Ela mal deu dois passos, abriu a mãozinha e, desajeitada, agarrou o rosto dele, caindo sobre sua cabeça.
Li Yuan riu e a ergueu nos braços.
De repente, sentiu algo estranho e viu, entre a neve, um corvo pousado num galho, fitando-o em silêncio.
Li Yuan ficou alerta e ia devolver Cui para Yan, mas o corvo saltou para seu ombro, depois para o da menina. Ambos inclinaram a cabeça para observá-lo.
Os olhos do corvo eram insanos, e acima dele pairava a informação “0~3”.
Não era um corvo comum.
Li Yuan tentou se comunicar: “Piu~~”
O corvo respondeu: “Aba aba aba…”
Li Yuan: “???”
O corvo saltou para o ombro da menina, ambos olhavam para ele: olhos insanos de um lado, pupilas de cristal do outro – uma cena estranha e misteriosa.
Li Yuan olhou surpreso para Yan, que também o olhava, espantada. Os dois voltaram-se para a filha.
Yan se agachou e perguntou baixinho:
“Cui, você consegue controlar o corvo?”
O corvo: “Aba aba aba…”
Li Yuan perguntou: “Então você consegue ver papai e mamãe?”
A menina riu feliz.
Do outro lado, Xue apareceu com Ping’an, sem ver o corvo, chamando:
“Irmã Yan, Cui já anda? Isso é melhor que meu Ping’an!”
Ping’an: “Uá uá uá…”
Xue foi acalmar o filho.
Li Yuan, sério, disse a Yan:
“Vamos contar isso a Xue, mas ninguém mais pode saber.”
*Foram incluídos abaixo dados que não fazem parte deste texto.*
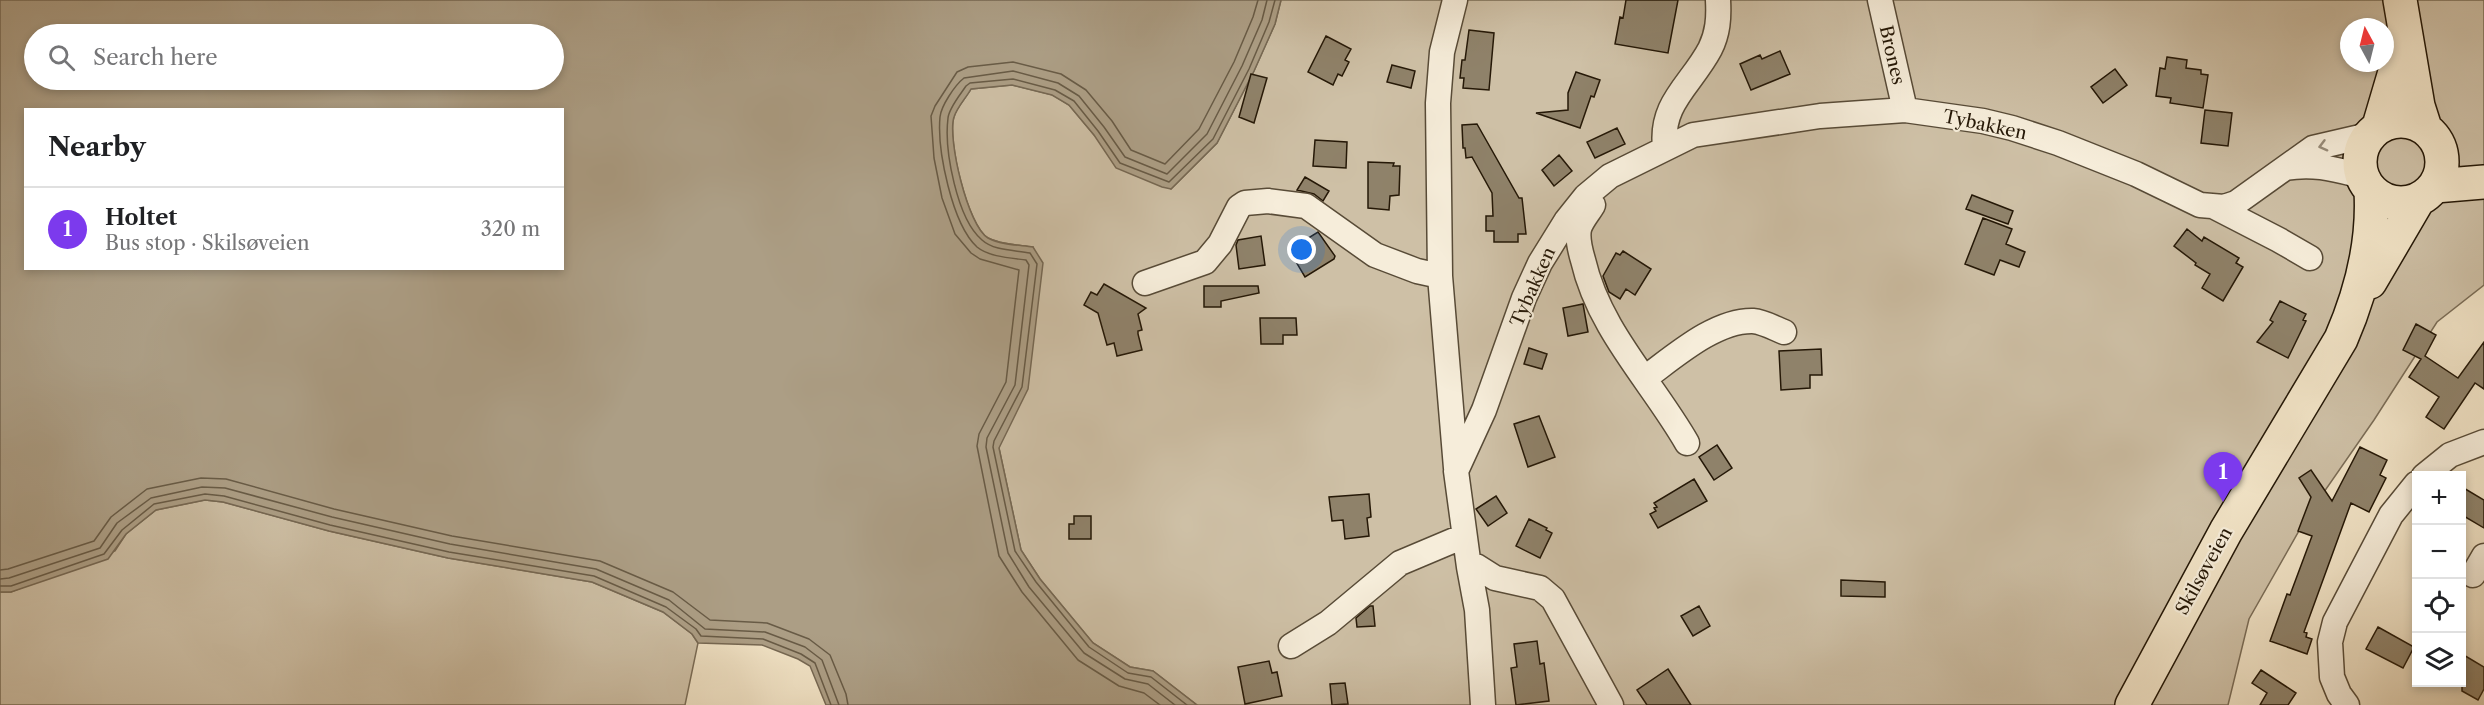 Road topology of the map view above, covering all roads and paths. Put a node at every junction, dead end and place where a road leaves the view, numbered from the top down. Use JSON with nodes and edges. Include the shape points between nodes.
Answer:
{"nodes":[{"id":1,"x":1455,"y":0,"type":"edge"},
{"id":2,"x":1718,"y":0,"type":"edge"},
{"id":3,"x":1880,"y":0,"type":"edge"},
{"id":4,"x":2401,"y":10,"type":"edge"},
{"id":5,"x":1905,"y":110,"type":"junction"},
{"id":6,"x":2374,"y":130,"type":"junction"},
{"id":7,"x":2433,"y":138,"type":"junction"},
{"id":8,"x":1665,"y":147,"type":"junction"},
{"id":9,"x":2484,"y":164,"type":"edge"},
{"id":10,"x":2282,"y":169,"type":"junction"},
{"id":11,"x":2484,"y":182,"type":"edge"},
{"id":12,"x":2367,"y":184,"type":"junction"},
{"id":13,"x":2426,"y":193,"type":"junction"},
{"id":14,"x":1586,"y":196,"type":"junction"},
{"id":15,"x":2215,"y":207,"type":"junction"},
{"id":16,"x":2310,"y":258,"type":"dead end"},
{"id":17,"x":1440,"y":276,"type":"junction"},
{"id":18,"x":1145,"y":283,"type":"dead end"},
{"id":19,"x":2352,"y":315,"type":"junction"},
{"id":20,"x":1784,"y":332,"type":"dead end"},
{"id":21,"x":1645,"y":378,"type":"junction"},
{"id":22,"x":2484,"y":442,"type":"edge"},
{"id":23,"x":1687,"y":443,"type":"dead end"},
{"id":24,"x":1456,"y":471,"type":"junction"},
{"id":25,"x":2430,"y":471,"type":"edge"},
{"id":26,"x":2412,"y":489,"type":"edge"},
{"id":27,"x":1464,"y":536,"type":"junction"},
{"id":28,"x":1468,"y":567,"type":"junction"},
{"id":29,"x":1291,"y":646,"type":"dead end"},
{"id":30,"x":1483,"y":705,"type":"edge"},
{"id":31,"x":1611,"y":705,"type":"edge"},
{"id":32,"x":2132,"y":705,"type":"edge"},
{"id":33,"x":2347,"y":705,"type":"edge"}],
"edges":[{"from":1,"to":17,"type":"street","via":[[1442,52],[1438,103]]},
{"from":2,"to":8,"type":"street","via":[[1719,25],[1711,48],[1670,106],[1663,130]]},
{"from":3,"to":5,"type":"street","name":"Brones"},
{"from":4,"to":6,"type":"main road","via":[[2397,65]]},
{"from":4,"to":7,"type":"main road","via":[[2418,106]]},
{"from":5,"to":8,"type":"street","name":"Tybakken","via":[[1820,116],[1717,131],[1693,135]]},
{"from":5,"to":15,"type":"street","name":"Tybakken","via":[[2012,128],[2136,174],[2199,205]]},
{"from":6,"to":7,"type":"main road","via":[[2405,120]]},
{"from":6,"to":10,"type":"street","one_way":true,"via":[[2313,148]]},
{"from":6,"to":12,"type":"main road","via":[[2364,142],[2359,158]]},
{"from":7,"to":9,"type":"main road"},
{"from":7,"to":13,"type":"main road","via":[[2442,168]]},
{"from":8,"to":14,"type":"street","name":"Tybakken","via":[[1610,176]]},
{"from":10,"to":12,"type":"street","via":[[2326,167]]},
{"from":10,"to":15,"type":"street","via":[[2236,203]]},
{"from":11,"to":13,"type":"main road"},
{"from":12,"to":13,"type":"main road","via":[[2392,203]]},
{"from":12,"to":19,"type":"main road","name":"Skilsøveien","via":[[2369,248]]},
{"from":13,"to":19,"type":"main road","name":"Skilsøveien"},
{"from":14,"to":21,"type":"street","via":[[1593,205],[1579,227],[1579,245],[1588,282],[1620,345]]},
{"from":14,"to":24,"type":"street","name":"Tybakken","via":[[1540,263],[1484,410]]},
{"from":15,"to":16,"type":"street","name":"Tybakken"},
{"from":17,"to":18,"type":"street","via":[[1375,255],[1306,206],[1268,201],[1239,207],[1220,244],[1205,262]]},
{"from":17,"to":24,"type":"street"},
{"from":19,"to":32,"type":"main road","name":"Skilsøveien","via":[[2226,531]]},
{"from":20,"to":21,"type":"street","via":[[1761,322],[1729,324],[1696,340]]},
{"from":21,"to":23,"type":"street"},
{"from":22,"to":25,"type":"street","via":[[2450,455]]},
{"from":24,"to":27,"type":"street"},
{"from":26,"to":33,"type":"street","via":[[2391,515],[2335,622],[2330,642],[2332,677]]},
{"from":27,"to":28,"type":"street"},
{"from":27,"to":29,"type":"street","via":[[1400,563],[1328,623]]},
{"from":28,"to":30,"type":"street","via":[[1477,610]]},
{"from":28,"to":31,"type":"street","via":[[1476,566],[1495,578],[1540,588],[1552,599]]}]}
Ajoelhou-se diante da menina e explicou, mesmo sem saber se ela entenderia:
“Ninguém pode saber.”
O corvo: “Aba aba…”
Nunca tinha visto nada igual. O que teria dado à filha tal poder estranho?
À noite, Cui dormia do lado de dentro, Li Yuan do lado de fora, abraçado a Yan, sentindo o calor do corpo dela.
“Irmã Yan, notou algo estranho? Acho que os olhos e poderes de Cui estão relacionados.”
Yan pensou: “Sonho. Sonho repetidamente com aquela casa e a figura branca na janela. Só vejo as costas, não posso me mover ou falar. Acho que é mulher, pelo cabelo comprido.”
“Mais alguma coisa?”, perguntou Li Yuan.
“Cui aparece e segura minha mão, rindo. Não sinto medo.”
Li Yuan refletiu: “Se notar algo estranho, me avise.”
Yan assentiu e aconchegou-se mais ao marido, depois abraçou a filha, e Li Yuan as envolveu.
Ele não era injusto: alternava as noites entre Yan e Xue.
Não sabia a origem dos poderes da filha, mas, por ora, não via perigo. Isso só aumentava sua determinação em se fortalecer.
Quando for forte, poderá resolver muitos problemas e encontrar respostas.
Começou, então, a estudar o Registro Vital.
Para isso, partiu de uma hipótese: para ser forte, o corpo precisa ser resistente e suportar alta pressão sanguínea.
Se os níveis nove, oito e sete tratam de comprimir o sangue, talvez o Registro Vital seja uma compressão ainda maior, até romper um limite.
Talvez não seja tão simples, mas certamente vai nessa direção.
Li Yuan decidiu cultivar várias habilidades para fortalecer o corpo e experimentar carne de besta de sétimo nível.
Pelos cálculos, logo o Pavilhão das Formigas Vermelhas chegaria à cidade.